Q1: Comments to author(s). First provide a summary of the paper, and then address the following criteria: Quality, clarity, originality and significance. (For detailed reviewing guidelines, see http://nips.cc/PaperInformation/ReviewerInstructions)
Paper ID: 1260
Title: Multivariate $f$-Divergence Estimation With Confidence

NOTE: Due to the short reviewing time and out of fairness to the other papers I was reviewing, I DID NOT do more than glance over the supplementary material.

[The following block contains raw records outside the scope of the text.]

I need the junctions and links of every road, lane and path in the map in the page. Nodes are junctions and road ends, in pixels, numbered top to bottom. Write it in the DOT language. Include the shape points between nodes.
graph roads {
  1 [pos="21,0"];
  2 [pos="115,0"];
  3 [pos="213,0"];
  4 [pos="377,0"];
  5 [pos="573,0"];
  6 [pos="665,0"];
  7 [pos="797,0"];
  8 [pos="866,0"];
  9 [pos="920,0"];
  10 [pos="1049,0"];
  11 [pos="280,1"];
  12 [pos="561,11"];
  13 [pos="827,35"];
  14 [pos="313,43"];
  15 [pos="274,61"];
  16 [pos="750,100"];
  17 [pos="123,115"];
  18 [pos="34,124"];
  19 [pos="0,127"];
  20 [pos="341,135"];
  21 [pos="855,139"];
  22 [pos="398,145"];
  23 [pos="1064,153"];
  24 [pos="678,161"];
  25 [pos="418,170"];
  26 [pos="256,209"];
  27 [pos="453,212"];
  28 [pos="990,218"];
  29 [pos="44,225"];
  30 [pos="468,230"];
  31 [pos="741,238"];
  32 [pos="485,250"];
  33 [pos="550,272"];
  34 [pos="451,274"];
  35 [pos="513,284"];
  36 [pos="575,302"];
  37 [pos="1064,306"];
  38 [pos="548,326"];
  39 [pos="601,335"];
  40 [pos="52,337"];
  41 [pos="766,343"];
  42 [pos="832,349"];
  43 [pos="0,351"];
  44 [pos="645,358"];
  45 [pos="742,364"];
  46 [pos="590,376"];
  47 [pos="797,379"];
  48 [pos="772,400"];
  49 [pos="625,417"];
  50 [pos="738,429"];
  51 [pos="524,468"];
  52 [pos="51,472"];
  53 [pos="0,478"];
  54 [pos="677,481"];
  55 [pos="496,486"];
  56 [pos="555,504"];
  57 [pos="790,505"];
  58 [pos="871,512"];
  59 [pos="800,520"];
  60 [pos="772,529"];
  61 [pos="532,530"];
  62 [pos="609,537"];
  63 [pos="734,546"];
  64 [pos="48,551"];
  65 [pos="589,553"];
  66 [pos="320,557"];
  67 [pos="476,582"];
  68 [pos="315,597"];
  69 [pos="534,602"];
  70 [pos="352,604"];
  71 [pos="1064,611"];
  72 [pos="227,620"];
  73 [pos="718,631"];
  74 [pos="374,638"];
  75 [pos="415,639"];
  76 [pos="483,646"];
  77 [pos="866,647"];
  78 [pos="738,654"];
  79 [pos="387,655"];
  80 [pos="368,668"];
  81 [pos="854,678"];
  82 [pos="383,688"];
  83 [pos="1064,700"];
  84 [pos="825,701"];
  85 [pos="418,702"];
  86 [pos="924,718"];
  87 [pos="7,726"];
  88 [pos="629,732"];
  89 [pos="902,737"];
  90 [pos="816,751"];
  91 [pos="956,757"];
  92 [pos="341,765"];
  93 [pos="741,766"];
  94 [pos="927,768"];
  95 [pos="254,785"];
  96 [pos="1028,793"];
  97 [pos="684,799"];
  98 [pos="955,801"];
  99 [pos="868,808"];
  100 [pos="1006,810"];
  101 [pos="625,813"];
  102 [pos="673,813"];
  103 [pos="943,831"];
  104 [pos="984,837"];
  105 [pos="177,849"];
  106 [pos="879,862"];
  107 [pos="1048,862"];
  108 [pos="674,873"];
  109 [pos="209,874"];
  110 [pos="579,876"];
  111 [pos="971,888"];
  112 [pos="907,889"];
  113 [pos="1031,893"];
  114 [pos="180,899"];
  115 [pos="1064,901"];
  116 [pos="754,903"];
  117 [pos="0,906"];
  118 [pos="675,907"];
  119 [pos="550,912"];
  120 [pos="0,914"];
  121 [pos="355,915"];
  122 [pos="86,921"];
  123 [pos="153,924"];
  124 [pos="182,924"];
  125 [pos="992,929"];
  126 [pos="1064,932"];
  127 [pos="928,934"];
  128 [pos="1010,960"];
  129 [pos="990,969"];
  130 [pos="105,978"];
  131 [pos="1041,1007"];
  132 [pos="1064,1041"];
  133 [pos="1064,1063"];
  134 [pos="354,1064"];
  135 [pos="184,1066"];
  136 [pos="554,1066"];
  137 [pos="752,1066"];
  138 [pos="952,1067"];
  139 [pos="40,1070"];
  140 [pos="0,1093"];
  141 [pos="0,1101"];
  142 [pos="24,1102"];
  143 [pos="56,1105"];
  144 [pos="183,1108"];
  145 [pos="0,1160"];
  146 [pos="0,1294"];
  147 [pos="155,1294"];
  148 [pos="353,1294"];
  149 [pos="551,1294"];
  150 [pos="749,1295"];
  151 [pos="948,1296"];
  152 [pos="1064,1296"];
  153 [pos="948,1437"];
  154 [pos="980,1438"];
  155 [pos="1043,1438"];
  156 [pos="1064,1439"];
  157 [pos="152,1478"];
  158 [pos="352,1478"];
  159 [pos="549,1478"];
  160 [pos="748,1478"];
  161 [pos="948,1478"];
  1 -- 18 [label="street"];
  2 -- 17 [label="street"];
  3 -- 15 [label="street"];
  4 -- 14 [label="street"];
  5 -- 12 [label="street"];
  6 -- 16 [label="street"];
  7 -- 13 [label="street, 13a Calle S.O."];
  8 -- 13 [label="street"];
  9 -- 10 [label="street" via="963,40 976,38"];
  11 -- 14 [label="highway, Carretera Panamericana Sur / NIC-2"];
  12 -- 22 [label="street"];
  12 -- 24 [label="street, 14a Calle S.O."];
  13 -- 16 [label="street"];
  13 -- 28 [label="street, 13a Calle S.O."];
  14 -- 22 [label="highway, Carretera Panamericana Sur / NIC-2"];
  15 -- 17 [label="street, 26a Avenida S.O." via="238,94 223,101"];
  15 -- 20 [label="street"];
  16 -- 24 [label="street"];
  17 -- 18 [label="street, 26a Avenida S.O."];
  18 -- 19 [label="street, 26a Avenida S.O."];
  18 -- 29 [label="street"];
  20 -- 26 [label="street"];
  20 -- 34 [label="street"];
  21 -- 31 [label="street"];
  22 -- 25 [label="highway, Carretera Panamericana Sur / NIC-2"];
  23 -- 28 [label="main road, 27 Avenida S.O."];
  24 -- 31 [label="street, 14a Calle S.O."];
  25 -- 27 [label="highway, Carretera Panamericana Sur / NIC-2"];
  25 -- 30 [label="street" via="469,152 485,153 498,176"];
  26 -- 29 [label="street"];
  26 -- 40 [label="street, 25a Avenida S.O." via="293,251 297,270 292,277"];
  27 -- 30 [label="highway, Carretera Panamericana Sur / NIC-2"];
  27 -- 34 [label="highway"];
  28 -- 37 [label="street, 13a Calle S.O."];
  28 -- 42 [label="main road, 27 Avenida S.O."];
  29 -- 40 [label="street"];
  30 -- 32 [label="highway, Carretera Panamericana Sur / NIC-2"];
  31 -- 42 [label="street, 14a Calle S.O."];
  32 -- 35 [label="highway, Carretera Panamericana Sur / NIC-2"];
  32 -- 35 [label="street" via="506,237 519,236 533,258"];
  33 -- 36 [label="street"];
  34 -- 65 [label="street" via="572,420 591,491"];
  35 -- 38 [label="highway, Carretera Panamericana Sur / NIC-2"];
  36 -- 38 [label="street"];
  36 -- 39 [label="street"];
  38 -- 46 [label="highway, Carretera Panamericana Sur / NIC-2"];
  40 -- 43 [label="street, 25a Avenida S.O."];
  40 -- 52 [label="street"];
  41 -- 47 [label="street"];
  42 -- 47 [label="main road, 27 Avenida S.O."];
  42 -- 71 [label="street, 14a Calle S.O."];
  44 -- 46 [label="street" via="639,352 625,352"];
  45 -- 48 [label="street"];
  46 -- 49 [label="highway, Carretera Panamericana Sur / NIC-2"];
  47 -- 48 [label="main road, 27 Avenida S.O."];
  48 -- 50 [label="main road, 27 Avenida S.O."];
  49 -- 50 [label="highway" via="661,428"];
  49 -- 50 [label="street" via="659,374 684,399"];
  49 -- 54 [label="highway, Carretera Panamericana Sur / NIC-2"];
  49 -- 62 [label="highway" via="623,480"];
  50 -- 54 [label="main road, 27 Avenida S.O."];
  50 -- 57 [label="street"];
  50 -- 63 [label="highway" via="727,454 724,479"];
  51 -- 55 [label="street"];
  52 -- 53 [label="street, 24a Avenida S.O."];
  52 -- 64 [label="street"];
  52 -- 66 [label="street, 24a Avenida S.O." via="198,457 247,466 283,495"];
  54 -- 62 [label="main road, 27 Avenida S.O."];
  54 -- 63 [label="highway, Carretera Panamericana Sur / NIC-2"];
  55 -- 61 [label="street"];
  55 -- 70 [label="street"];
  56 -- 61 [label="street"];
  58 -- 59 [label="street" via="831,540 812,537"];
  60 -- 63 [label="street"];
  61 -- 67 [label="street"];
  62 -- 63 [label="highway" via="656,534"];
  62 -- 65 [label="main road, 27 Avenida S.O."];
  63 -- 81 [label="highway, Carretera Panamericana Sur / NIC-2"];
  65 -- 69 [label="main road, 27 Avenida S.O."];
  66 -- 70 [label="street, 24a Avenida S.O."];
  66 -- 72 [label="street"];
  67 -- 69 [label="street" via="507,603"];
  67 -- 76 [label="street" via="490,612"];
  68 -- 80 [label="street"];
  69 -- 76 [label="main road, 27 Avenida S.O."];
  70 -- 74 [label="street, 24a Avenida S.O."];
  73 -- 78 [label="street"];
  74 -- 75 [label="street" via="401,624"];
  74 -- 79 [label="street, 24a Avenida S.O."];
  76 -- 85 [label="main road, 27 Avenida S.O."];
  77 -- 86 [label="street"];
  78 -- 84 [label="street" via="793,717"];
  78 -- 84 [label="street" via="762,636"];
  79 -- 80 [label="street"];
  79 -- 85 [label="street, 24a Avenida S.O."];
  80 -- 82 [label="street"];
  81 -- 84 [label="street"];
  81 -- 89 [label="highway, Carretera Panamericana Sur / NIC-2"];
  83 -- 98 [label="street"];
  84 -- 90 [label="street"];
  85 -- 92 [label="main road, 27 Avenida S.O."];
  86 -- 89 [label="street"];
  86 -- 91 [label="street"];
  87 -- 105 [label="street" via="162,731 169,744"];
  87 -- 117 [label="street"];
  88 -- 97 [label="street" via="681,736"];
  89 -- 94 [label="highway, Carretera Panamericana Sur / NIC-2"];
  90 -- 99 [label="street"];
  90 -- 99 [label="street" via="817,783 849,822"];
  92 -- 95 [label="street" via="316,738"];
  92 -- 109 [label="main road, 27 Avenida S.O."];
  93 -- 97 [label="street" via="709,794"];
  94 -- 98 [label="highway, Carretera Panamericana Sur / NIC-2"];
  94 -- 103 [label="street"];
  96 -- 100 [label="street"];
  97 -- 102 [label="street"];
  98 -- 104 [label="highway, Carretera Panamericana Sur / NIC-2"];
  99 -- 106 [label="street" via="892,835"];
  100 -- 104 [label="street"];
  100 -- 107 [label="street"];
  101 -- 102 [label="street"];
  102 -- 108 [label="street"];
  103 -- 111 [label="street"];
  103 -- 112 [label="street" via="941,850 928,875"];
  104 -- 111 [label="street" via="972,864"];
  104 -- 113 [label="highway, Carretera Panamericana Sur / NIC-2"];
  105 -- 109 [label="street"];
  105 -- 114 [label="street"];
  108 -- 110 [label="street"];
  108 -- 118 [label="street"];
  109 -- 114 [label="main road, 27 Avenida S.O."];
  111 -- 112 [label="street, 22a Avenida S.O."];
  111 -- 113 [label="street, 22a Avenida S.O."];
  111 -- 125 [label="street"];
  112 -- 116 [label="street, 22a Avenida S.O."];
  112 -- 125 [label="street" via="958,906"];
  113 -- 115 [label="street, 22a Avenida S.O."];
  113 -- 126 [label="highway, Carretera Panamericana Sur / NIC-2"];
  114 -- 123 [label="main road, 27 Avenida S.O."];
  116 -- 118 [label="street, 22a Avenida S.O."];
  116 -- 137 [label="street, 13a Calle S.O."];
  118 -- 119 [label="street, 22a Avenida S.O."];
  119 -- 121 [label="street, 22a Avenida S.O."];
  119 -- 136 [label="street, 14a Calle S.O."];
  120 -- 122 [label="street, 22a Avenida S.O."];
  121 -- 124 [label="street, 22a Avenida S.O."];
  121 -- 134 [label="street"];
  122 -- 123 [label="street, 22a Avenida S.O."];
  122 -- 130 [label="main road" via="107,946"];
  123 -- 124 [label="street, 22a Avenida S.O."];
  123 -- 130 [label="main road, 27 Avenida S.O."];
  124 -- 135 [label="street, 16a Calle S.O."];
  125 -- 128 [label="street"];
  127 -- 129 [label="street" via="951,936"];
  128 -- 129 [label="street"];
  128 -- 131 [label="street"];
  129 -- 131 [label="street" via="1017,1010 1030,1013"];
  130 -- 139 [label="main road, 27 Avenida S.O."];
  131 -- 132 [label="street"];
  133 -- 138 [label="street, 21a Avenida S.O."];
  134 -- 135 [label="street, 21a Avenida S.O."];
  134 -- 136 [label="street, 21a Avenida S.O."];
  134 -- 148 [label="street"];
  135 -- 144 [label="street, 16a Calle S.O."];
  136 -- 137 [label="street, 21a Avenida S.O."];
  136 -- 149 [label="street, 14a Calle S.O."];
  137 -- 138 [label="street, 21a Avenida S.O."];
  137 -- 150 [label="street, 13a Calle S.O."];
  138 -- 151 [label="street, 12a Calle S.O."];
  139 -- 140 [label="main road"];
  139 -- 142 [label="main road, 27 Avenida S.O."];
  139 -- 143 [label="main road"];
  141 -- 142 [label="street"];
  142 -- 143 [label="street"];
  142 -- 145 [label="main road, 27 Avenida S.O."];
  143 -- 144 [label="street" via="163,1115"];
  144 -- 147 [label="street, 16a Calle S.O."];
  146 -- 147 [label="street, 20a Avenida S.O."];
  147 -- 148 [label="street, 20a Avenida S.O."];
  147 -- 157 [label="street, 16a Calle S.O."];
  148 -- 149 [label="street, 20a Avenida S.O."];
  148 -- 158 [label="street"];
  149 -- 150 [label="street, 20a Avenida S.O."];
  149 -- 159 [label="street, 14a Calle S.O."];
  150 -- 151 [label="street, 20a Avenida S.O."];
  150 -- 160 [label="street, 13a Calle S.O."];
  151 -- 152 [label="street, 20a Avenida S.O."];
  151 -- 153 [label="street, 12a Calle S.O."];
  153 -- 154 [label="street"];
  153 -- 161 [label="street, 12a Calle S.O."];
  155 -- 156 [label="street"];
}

In most cases, I therefore did not verify that results claimed by the authors are correct, but instead checked that they are plausible.

Summary: The authors consider an estimator for $f$-divergences based on the following procedure: given samples from two distributions $f_1$ and $f_2$, compute $k$-nn density estimators for

Quality, clarity, originality and significance: This paper proves a second-order result on estimators for information-theoretic/statistical functionals of pairs of distributions. From a statistics/probability perspective this is an important result, since $k$-nn density estimators are relatively straightforward to compute. The manuscript is not written in a way that is easy to read for the non-expert; the problem setup would be difficult to follow for the average NIPS attendee. I therefore lowered my score. The proofs (as determined from the sketches provided) are novel and appear to have broader applicability.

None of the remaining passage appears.